The nearest most teachers get to continuing professional development is the odd in-service training day, particularly the cramming session on what’s new in the curriculum that is squeezed in on the first day of term.

The chances of attending a meaningful course, doing research or observation, let alone sabbatical travel, are slim. Such things happen in industry and commerce, but in the staff room they are the stuff of dreams.

Professional development bursaries - a pilot scheme being run until March 2002 - are supposed to change all that.
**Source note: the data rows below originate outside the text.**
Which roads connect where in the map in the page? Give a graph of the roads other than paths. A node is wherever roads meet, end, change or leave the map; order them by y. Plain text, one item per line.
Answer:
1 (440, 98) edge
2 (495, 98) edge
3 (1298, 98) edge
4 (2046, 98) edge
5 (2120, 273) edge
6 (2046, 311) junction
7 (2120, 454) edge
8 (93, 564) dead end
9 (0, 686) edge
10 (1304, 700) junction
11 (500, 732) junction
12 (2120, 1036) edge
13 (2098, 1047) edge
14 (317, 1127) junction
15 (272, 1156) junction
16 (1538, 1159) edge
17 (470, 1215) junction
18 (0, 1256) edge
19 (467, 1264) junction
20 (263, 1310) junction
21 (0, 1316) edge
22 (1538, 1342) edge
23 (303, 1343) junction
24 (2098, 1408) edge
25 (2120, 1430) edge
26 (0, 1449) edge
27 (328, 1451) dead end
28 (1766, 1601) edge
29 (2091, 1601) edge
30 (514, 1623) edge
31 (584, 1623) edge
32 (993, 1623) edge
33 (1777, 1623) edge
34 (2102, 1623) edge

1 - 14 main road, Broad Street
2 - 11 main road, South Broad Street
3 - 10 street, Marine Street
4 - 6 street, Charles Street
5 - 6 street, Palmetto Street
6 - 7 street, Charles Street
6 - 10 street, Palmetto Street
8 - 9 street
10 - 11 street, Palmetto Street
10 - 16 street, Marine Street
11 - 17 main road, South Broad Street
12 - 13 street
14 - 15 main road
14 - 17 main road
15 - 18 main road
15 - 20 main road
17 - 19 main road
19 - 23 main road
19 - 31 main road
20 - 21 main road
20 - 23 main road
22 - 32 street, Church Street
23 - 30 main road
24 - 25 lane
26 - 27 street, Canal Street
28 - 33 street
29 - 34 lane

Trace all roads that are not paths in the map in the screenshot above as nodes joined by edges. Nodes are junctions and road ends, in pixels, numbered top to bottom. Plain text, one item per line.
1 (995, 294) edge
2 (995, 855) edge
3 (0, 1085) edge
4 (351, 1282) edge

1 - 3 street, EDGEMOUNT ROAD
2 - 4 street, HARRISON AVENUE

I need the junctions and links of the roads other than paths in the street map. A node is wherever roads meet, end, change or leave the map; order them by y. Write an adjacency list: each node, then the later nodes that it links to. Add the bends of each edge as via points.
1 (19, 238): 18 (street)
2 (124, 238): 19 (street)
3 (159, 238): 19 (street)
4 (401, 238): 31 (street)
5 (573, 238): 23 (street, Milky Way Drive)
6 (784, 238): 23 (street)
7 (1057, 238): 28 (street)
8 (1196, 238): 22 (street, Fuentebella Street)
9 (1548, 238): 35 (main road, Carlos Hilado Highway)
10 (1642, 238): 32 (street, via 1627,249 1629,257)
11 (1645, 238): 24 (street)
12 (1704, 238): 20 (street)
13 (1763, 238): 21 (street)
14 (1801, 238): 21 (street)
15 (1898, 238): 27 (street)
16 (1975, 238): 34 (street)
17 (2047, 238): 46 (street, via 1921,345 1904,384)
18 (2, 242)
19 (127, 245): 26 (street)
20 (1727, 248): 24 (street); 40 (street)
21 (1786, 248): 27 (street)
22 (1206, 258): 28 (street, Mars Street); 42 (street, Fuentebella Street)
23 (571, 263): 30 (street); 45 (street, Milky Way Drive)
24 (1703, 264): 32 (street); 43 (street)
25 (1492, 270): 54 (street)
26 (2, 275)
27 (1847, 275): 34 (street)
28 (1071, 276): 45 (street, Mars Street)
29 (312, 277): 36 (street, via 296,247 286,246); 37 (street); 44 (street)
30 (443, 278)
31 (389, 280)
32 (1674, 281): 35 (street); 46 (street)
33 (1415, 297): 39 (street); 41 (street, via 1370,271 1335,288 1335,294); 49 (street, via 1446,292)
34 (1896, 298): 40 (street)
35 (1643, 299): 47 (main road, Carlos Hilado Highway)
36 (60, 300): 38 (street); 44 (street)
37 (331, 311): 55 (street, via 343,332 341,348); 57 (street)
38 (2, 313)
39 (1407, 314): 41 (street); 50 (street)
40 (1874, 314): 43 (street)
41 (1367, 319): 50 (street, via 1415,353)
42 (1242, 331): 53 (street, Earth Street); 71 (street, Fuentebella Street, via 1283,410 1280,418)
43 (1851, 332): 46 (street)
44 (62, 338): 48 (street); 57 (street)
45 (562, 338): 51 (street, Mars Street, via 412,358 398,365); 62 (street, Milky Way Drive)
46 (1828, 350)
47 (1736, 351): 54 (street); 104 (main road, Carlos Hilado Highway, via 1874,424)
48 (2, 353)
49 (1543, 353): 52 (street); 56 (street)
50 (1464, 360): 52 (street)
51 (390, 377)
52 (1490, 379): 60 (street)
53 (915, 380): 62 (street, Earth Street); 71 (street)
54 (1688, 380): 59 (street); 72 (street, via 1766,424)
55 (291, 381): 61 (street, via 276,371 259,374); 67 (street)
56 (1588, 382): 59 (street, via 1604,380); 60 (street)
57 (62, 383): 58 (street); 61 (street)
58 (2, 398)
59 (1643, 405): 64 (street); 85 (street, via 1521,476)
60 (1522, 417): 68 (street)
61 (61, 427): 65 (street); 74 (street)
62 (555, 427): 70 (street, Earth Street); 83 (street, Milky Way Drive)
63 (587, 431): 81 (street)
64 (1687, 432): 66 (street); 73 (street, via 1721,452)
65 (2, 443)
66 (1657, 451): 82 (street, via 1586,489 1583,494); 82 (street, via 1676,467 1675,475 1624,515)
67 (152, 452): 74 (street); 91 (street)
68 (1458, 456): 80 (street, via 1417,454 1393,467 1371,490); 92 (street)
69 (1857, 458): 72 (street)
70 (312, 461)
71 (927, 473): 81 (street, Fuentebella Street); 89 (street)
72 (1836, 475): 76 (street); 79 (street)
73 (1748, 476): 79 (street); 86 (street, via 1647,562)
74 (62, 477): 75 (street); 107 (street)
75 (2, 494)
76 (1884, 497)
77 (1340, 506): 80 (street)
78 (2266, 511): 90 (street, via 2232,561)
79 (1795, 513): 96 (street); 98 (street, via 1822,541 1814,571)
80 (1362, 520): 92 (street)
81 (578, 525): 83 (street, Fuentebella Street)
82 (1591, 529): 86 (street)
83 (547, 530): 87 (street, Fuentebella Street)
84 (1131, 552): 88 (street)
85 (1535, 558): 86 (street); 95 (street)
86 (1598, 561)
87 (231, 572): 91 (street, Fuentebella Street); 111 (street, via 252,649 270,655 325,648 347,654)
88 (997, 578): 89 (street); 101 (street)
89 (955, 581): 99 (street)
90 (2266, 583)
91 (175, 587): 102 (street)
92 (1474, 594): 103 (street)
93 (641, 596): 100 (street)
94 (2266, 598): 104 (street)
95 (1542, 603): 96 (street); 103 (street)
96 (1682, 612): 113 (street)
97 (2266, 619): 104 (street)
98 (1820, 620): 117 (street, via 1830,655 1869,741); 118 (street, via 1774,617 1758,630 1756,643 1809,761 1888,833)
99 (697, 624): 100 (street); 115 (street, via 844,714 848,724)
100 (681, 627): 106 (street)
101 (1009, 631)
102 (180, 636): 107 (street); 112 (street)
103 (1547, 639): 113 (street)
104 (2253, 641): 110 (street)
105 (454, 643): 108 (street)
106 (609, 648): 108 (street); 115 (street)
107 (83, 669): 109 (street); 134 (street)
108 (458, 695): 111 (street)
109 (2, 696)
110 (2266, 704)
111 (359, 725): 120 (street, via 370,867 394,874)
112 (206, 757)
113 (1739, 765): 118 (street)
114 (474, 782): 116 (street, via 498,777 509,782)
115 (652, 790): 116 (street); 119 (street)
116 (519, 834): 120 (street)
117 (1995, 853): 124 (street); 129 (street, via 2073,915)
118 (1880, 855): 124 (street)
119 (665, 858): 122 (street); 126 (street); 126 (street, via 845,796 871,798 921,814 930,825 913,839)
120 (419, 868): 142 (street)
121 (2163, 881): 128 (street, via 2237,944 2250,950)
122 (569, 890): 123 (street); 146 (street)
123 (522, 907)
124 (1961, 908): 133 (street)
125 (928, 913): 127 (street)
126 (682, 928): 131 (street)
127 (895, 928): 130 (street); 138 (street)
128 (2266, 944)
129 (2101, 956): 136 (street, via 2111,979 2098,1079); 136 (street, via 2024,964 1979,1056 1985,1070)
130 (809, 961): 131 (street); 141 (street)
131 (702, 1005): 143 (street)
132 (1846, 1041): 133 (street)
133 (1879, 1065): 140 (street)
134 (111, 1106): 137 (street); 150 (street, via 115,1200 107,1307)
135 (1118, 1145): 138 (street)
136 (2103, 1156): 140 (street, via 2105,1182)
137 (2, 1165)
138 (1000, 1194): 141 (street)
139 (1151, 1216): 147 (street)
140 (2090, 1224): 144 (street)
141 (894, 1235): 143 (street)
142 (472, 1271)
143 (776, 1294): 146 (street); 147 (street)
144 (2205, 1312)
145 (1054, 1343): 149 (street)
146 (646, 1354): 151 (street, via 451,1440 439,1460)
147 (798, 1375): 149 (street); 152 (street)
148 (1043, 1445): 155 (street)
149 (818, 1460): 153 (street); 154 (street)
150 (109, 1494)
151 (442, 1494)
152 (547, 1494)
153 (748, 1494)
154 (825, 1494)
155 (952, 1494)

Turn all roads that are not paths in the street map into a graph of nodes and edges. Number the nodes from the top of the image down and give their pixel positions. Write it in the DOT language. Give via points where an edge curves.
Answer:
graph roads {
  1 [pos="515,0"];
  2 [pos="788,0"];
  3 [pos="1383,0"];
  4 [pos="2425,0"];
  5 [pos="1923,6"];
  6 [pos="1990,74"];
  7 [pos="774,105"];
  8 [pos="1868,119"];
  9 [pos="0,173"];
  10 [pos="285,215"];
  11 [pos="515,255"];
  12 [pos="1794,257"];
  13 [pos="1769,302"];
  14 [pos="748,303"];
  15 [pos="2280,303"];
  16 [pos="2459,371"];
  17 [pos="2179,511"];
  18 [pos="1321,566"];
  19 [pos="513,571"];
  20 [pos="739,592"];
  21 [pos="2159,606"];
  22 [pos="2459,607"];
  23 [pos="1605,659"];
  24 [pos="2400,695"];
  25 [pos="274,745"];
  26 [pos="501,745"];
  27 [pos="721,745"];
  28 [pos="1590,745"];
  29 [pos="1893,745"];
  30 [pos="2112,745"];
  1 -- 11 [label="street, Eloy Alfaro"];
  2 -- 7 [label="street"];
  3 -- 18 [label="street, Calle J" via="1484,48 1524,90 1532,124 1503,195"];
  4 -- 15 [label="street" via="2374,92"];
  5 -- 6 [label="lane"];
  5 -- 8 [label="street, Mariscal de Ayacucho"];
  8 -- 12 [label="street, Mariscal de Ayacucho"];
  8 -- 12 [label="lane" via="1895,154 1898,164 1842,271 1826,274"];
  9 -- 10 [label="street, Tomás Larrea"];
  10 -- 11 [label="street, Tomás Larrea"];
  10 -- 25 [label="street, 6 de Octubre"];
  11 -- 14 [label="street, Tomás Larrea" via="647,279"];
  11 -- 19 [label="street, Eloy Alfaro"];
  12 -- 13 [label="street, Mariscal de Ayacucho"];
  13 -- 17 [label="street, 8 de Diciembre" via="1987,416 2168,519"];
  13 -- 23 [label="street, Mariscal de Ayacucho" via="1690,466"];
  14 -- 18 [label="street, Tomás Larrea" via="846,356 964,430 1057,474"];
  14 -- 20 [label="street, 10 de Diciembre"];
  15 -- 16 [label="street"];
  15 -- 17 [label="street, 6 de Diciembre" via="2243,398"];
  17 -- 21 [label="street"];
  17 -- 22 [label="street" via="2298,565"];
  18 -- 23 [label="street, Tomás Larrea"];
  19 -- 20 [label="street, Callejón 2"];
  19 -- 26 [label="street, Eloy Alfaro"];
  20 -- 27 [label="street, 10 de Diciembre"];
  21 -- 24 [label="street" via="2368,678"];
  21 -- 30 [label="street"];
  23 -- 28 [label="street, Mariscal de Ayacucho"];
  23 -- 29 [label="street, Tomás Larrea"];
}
The question is whether they offer a real chance to put teaching on a par with other graduate careers or whether they are just another fraying sticking plaster on the profession’s corpse.

Kate Griffin, the chair of Secondary Heads Association’s professional and management committee and head of Greenford High in Middlesex, has no doubts about the value of professional development but believes that to be effective it needs to be part of a much bigger rethink about teachers’ careers.

“We certainly believe in it. In fact, one of our teachers recently had a spell in Japan, which was great and absolutely the right thing to do.

“One of the problems, of course, is the dearth of good supply teachers, which means that you are doing a balancing act. On one hand you have the development needs of existing staff and the fact that offering professional development is good for staff retention and recruitment. On the other hand is the fact that your youngsters may have the teacher they know for only 70 or 80 per cent of the time,” `Mrs Griffin says.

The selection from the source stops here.